(Problem to solve) Match the string "hand" against each line below, and copy every line that matches.

[Pixel coordinate listings]
---
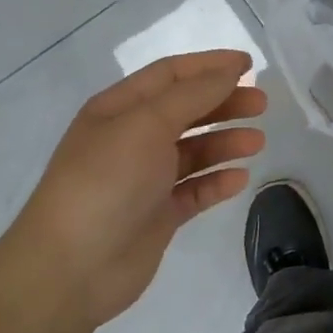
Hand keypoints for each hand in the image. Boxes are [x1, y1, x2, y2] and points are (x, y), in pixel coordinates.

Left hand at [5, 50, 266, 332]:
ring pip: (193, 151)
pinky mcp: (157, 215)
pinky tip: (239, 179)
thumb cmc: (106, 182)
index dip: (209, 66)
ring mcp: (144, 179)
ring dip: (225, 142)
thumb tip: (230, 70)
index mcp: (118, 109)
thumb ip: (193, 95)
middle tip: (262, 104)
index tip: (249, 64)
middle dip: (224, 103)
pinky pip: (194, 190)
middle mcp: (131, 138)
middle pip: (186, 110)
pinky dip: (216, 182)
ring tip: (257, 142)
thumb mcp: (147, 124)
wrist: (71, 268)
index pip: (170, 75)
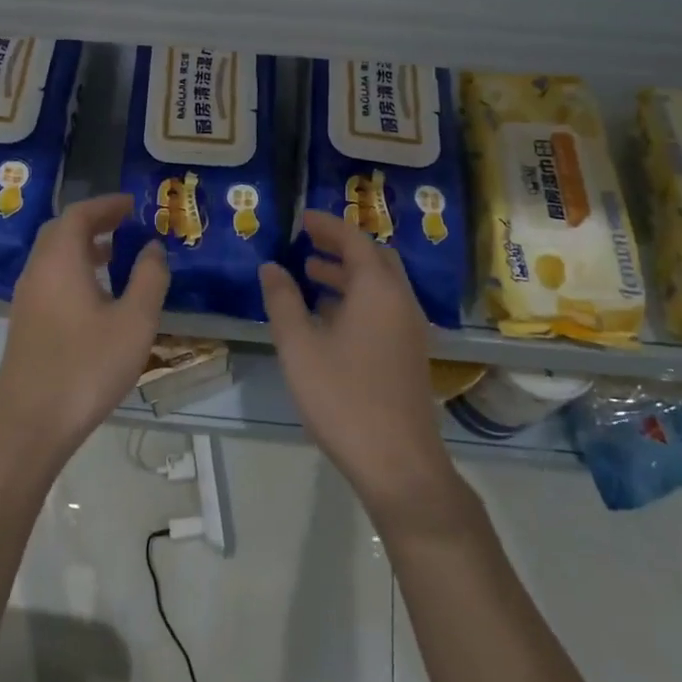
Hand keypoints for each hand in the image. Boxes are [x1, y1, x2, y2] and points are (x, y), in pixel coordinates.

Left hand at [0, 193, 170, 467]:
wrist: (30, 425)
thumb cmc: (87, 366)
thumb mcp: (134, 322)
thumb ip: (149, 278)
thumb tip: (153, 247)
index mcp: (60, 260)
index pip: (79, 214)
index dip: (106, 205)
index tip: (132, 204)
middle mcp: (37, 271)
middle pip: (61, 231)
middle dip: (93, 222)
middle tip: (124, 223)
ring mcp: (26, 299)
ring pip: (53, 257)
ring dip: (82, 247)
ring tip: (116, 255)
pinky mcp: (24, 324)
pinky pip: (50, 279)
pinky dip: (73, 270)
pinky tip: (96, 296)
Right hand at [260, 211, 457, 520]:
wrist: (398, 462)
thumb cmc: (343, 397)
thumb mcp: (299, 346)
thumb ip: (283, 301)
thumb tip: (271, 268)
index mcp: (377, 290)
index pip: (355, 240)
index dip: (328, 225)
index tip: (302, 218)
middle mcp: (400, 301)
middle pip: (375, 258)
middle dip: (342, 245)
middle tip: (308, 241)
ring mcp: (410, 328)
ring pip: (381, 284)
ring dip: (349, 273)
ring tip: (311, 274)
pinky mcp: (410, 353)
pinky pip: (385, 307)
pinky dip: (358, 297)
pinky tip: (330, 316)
---
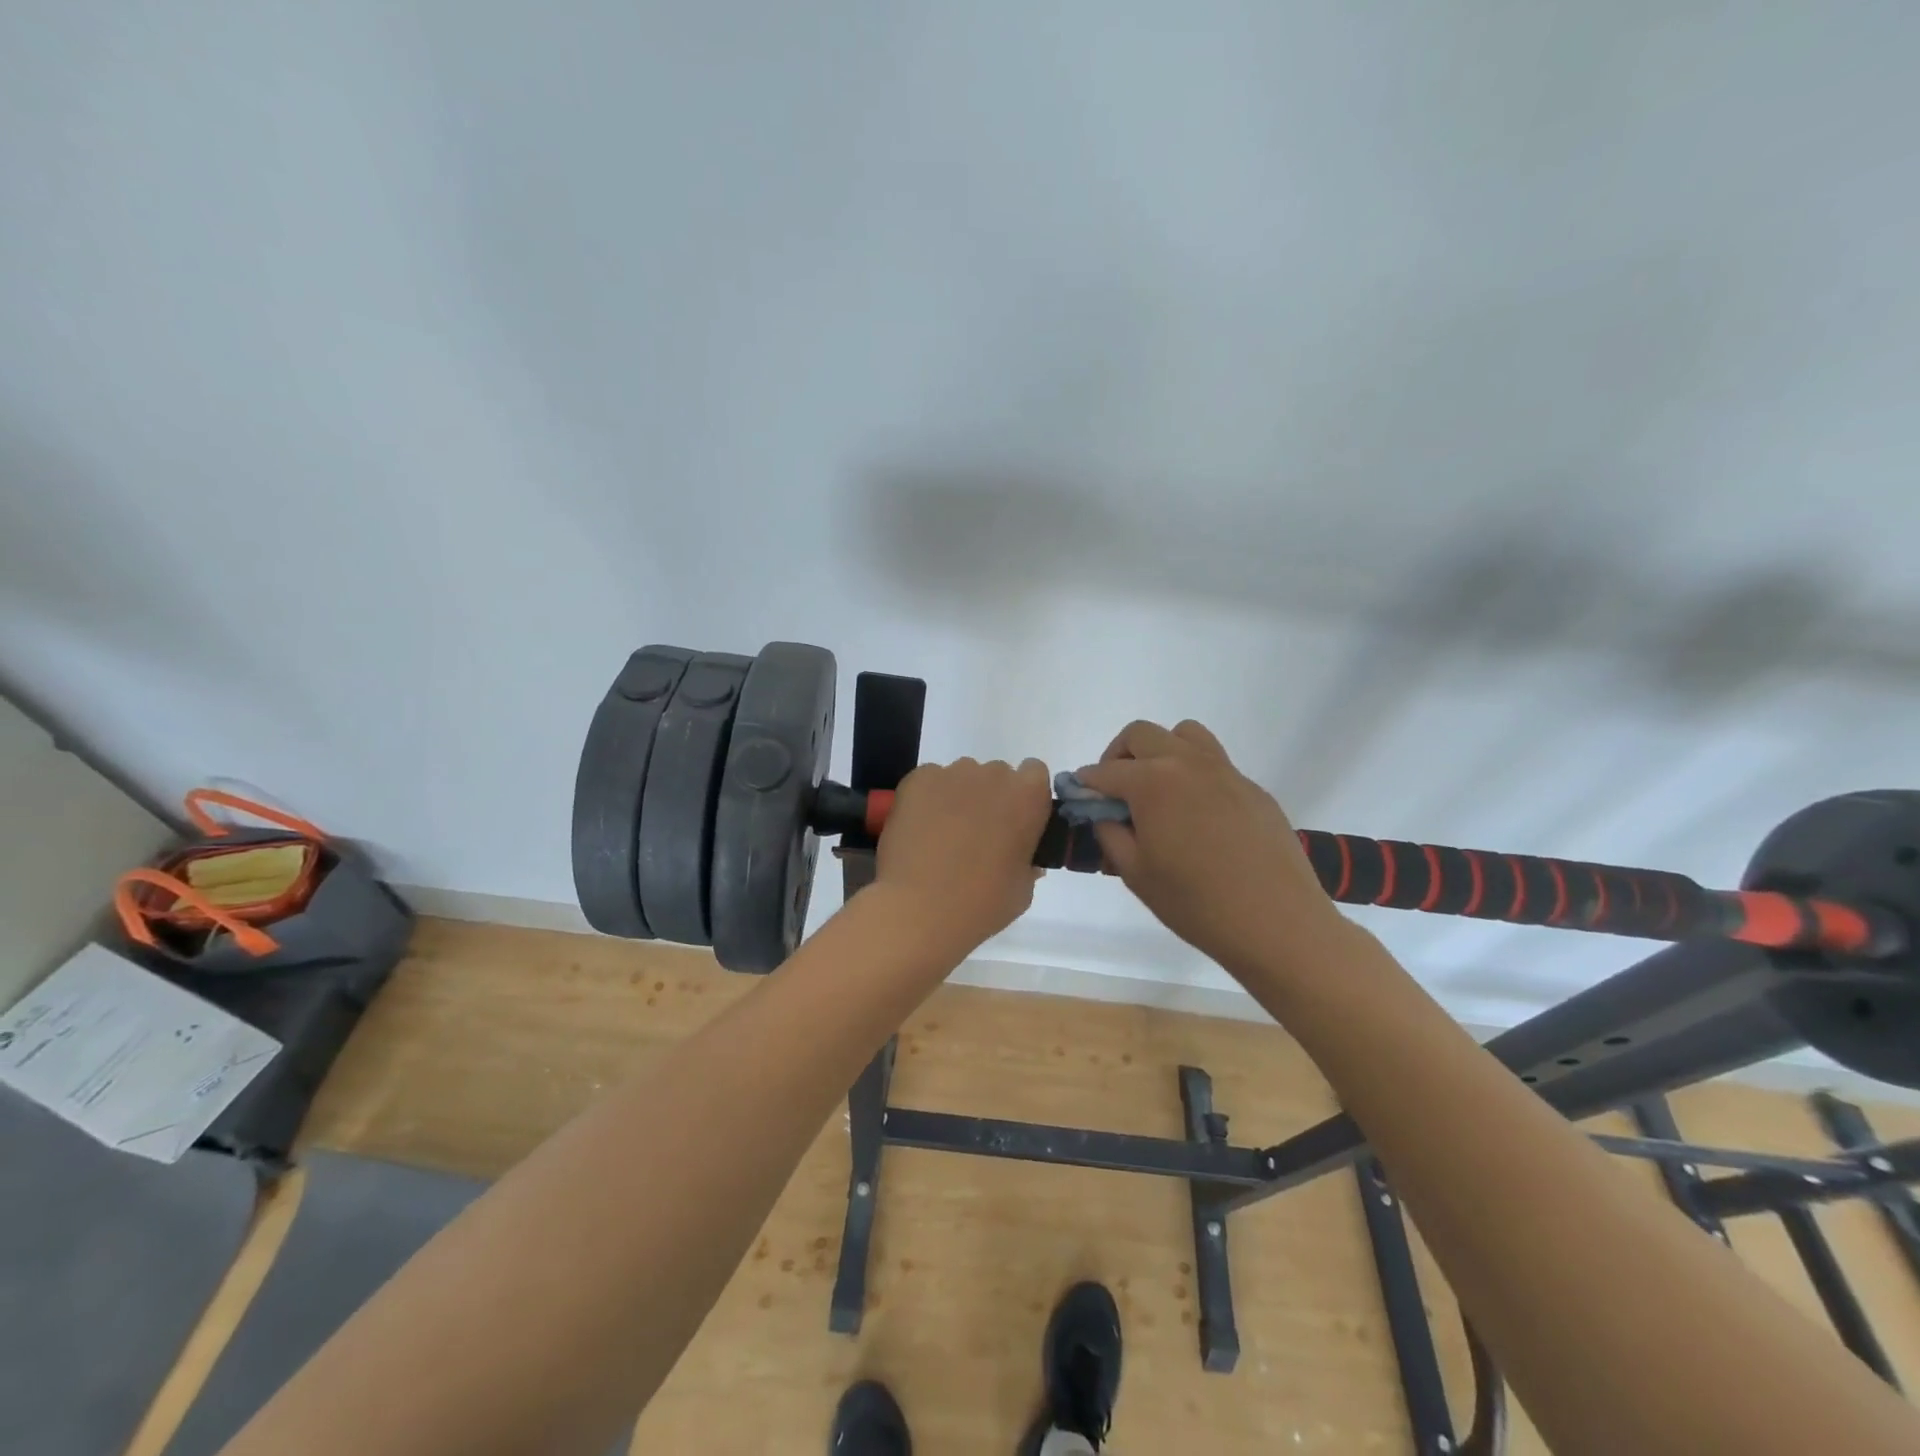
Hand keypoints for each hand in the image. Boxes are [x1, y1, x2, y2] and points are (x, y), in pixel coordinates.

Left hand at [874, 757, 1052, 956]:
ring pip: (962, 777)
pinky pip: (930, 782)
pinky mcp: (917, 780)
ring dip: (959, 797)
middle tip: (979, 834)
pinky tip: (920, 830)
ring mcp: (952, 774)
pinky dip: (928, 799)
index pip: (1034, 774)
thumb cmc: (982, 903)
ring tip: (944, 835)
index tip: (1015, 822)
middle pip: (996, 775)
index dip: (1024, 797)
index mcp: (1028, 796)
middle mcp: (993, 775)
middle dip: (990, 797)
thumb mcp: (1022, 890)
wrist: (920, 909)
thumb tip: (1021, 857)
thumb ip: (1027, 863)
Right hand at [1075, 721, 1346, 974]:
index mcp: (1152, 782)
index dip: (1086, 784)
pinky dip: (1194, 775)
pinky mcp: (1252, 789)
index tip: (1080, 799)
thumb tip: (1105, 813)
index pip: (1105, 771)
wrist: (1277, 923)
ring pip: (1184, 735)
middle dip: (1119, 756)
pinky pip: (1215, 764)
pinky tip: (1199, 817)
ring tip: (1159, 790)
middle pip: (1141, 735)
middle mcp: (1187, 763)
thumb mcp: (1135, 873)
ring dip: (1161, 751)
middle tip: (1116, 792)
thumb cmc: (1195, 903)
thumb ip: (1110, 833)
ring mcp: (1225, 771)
---
(Solution)
Hand keypoints for each hand in the image. Boxes are [x1, y1, x2, y2] and points are (x, y), in pixel coordinates.
Left hand at [5, 50, 266, 332]:
Hand keypoints for each hand in the image. Boxes are [x1, y1, x2, y2] and points are (x, y), in pixel coordinates.
Left hand at [0, 193, 170, 467]:
Right hand at [260, 211, 457, 520]:
Hand keypoints for each hand in the image. Boxes are [x1, y1, x2, y2] and points are (x, y), in pixel coordinates.
Left hand at [874, 757, 1052, 956]:
Right hand at [1075, 721, 1346, 974]:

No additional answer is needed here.